E' la Devia che è una noia mortale... non Maria Stuarda.
per me le riserve sono soprattutto vocali per la sagomatura della sua vocalità che rimane quella di un coloratura
E' possibile, anzi sicuramente hai ragione, ma io non muovo alle Devia riserve dal punto di vista vocale.
Anzi, anche nei ruoli più gravi (e quindi meno adatti) ha comunque un controllo vocale ammirevole.
Per me non è questo il problema.
E poi anche la Sills era un soprano acuto, anche la Gruberova.
Eppure c'è un abisso, secondo me.
di lei mi incanta la spontaneità, la naturalezza e la semplicità del suo canto
Di tutto il tuo post questo è l'unico punto che non condivido.
Su tutto il resto ti dò ragione, anche se i giudizi di merito non collimano.
In questo caso però non capisco proprio dove trovi spontaneità e naturalezza.
A me pare inamidata e artefatta anche dal punto di vista vocale: anche nei ruoli di coloratura (che dovrebbero essere più consoni) non c'è un solo suono, un solo accento che mi sembri vero.
E' tutto laccato, prevedibile, artefatto.
Basta una nota della Dessay negli stessi personaggi per essere avvolti da ondate di vita e di spontaneità. Con la Devia ho invece sempre la sensazione di essere a una lezione di canto.

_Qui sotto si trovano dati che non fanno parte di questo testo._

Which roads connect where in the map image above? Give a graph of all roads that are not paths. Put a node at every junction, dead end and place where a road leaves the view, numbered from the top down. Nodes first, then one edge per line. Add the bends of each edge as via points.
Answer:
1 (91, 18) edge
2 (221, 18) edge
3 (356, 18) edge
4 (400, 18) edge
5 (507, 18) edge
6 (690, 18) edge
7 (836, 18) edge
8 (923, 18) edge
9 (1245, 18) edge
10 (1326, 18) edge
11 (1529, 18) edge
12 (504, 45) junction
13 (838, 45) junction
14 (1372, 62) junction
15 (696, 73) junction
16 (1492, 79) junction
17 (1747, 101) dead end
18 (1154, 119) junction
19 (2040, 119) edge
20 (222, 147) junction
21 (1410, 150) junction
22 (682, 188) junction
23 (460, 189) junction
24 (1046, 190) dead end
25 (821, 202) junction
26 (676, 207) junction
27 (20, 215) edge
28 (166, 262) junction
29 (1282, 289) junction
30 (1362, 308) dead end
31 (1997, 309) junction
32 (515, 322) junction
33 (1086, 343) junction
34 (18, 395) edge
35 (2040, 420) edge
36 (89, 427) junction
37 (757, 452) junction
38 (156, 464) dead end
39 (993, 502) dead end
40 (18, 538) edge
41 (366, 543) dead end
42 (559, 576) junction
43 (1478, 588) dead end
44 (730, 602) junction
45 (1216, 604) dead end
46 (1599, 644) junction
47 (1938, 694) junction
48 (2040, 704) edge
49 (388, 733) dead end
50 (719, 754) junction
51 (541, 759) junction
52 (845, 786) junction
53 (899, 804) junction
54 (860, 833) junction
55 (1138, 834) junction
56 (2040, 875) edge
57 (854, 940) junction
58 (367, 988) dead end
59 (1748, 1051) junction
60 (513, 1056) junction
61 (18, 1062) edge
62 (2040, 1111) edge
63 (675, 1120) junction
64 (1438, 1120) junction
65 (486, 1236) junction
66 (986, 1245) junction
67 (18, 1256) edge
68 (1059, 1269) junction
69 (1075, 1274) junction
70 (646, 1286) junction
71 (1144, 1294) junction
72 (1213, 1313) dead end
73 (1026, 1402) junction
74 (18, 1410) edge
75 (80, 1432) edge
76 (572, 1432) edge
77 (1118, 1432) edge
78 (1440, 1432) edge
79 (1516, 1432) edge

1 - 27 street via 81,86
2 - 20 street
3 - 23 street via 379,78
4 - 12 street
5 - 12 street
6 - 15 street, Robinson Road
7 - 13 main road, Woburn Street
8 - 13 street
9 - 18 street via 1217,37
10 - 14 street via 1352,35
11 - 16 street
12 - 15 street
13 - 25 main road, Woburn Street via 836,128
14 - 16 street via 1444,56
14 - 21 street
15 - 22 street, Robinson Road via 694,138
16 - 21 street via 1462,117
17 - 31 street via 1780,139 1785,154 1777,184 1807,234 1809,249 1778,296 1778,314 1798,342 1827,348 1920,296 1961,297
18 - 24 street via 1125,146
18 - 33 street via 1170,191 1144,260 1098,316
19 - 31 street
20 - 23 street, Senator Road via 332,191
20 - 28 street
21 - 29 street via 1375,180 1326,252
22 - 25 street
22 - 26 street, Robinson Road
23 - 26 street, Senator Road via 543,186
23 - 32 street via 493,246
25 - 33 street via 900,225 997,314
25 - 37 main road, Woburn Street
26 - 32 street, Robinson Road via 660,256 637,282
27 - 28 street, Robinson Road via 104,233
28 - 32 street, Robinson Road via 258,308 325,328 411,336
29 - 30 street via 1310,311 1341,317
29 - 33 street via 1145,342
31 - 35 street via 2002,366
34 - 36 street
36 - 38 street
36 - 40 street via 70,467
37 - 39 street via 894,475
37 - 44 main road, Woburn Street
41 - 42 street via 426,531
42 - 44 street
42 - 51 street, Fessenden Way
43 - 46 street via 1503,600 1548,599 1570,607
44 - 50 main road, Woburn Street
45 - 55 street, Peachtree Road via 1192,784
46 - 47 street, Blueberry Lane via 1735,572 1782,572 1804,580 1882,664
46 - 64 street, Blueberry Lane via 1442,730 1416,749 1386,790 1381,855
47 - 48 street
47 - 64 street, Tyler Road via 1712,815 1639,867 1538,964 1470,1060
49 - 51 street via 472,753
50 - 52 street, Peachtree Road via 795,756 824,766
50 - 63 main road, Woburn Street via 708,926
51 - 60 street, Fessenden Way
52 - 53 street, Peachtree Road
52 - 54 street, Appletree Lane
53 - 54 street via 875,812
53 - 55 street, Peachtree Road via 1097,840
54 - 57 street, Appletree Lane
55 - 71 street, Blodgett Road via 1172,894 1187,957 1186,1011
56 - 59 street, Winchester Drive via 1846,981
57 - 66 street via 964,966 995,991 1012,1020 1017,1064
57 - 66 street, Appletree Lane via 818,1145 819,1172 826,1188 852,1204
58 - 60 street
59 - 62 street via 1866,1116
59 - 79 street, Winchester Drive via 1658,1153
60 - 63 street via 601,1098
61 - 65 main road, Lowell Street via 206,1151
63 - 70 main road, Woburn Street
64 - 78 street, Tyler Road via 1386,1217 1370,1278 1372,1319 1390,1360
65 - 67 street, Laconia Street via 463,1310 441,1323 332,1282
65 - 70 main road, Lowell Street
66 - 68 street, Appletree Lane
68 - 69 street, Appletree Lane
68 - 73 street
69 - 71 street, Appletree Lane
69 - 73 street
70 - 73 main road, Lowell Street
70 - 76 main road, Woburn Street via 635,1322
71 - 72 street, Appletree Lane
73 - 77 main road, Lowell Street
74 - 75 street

Quando l'ho sentita le prime volte (ormai negli anni '80, la ricordo nei Puritani a Bologna) mi pareva una studentessa, di quelle tanto bravine, che studiano molto e sono sempre le prime della classe.
Ora mi pare una maestrina...
Se andassi in una tenzone musicale come si facevano ai tempi dei trovatori, mi spellerei le mani di fronte al vocalismo della Devia, specie considerando la longevità; però se vado a teatro per provare i fremiti di orrore che la musica di Donizetti e i versi di Cammarano comunicano, per respirare l'odore di chiuso e di stantio delle loro prigioni, per rabbrividire di fronte alla paura della morte e agli abissi dell'anima... allora la Devia mi pare semplicemente una iattura, una calamità da cui fuggire a gambe tese!
E' evidente che, alla faccia del boss, sto parlando di mie sensazioni e non di dati di fatto oggettivi.